● Source material:
+===+
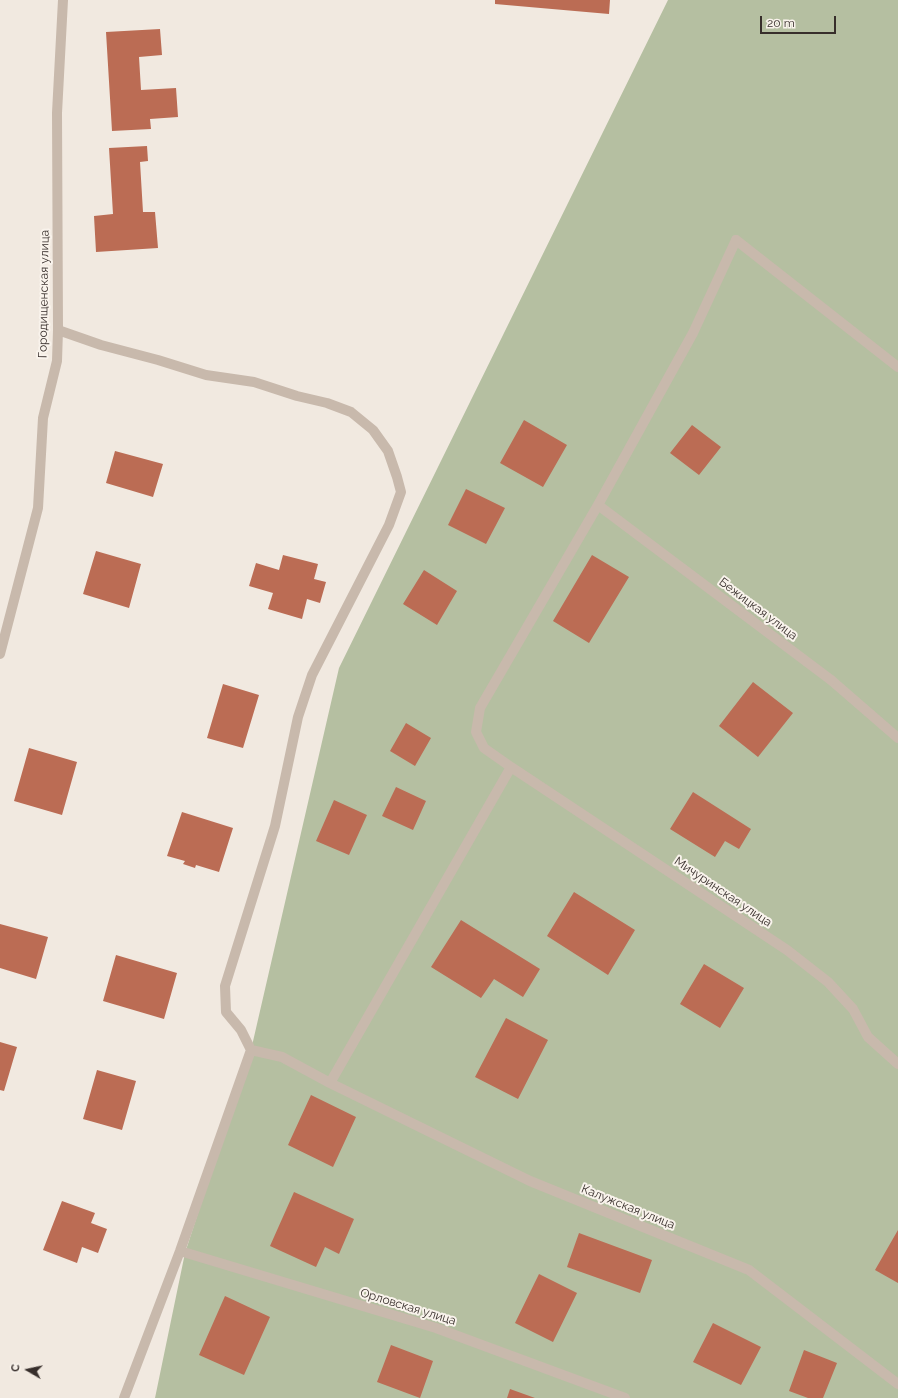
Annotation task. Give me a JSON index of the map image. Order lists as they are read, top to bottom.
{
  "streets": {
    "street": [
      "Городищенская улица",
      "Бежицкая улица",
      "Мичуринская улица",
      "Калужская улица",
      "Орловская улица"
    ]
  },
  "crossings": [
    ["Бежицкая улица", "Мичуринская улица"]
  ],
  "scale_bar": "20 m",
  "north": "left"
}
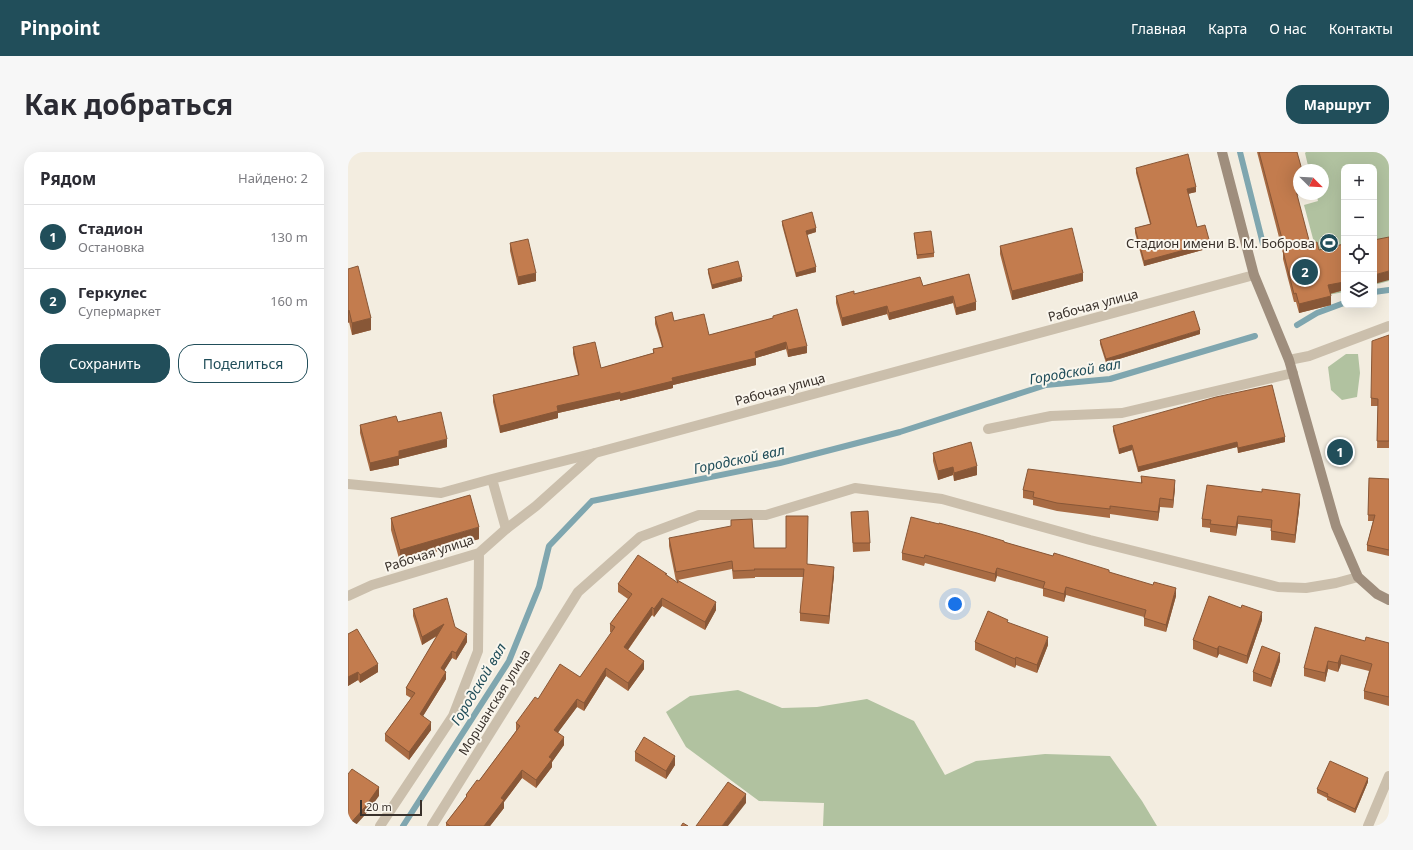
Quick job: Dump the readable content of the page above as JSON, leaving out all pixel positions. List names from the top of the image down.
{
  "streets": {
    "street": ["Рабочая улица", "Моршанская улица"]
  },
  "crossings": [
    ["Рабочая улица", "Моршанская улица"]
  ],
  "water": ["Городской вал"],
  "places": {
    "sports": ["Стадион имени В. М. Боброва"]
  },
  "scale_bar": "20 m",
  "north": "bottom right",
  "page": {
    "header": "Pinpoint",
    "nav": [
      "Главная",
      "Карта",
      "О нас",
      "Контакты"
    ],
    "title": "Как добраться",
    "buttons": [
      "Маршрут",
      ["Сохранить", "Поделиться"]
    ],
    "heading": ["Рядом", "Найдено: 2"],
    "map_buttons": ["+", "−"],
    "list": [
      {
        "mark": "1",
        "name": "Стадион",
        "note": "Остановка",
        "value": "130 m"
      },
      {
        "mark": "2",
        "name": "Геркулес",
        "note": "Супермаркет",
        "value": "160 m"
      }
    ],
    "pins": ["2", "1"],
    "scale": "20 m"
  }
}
+===+
In copying the listing, reproduce each line exactly and omit the pictures.

Annotation task. Give me a JSON index of the map image. Order lists as they are read, top to bottom.
{
  "streets": {
    "street": [
      "Городищенская улица",
      "Бежицкая улица",
      "Мичуринская улица",
      "Калужская улица",
      "Орловская улица"
    ]
  },
  "crossings": [
    ["Бежицкая улица", "Мичуринская улица"]
  ],
  "scale_bar": "20 m",
  "north": "left"
}
Quick job: Dump the readable content of the page above as JSON, leaving out all pixel positions. List names from the top of the image down.
{
  "streets": {
    "street": ["Рабочая улица", "Моршанская улица"]
  },
  "crossings": [
    ["Рабочая улица", "Моршанская улица"]
  ],
  "water": ["Городской вал"],
  "places": {
    "sports": ["Стадион имени В. М. Боброва"]
  },
  "scale_bar": "20 m",
  "north": "bottom right",
  "page": {
    "header": "Pinpoint",
    "nav": [
      "Главная",
      "Карта",
      "О нас",
      "Контакты"
    ],
    "title": "Как добраться",
    "buttons": [
      "Маршрут",
      ["Сохранить", "Поделиться"]
    ],
    "heading": ["Рядом", "Найдено: 2"],
    "map_buttons": ["+", "−"],
    "list": [
      {
        "mark": "1",
        "name": "Стадион",
        "note": "Остановка",
        "value": "130 m"
      },
      {
        "mark": "2",
        "name": "Геркулес",
        "note": "Супермаркет",
        "value": "160 m"
      }
    ],
    "pins": ["2", "1"],
    "scale": "20 m"
  }
}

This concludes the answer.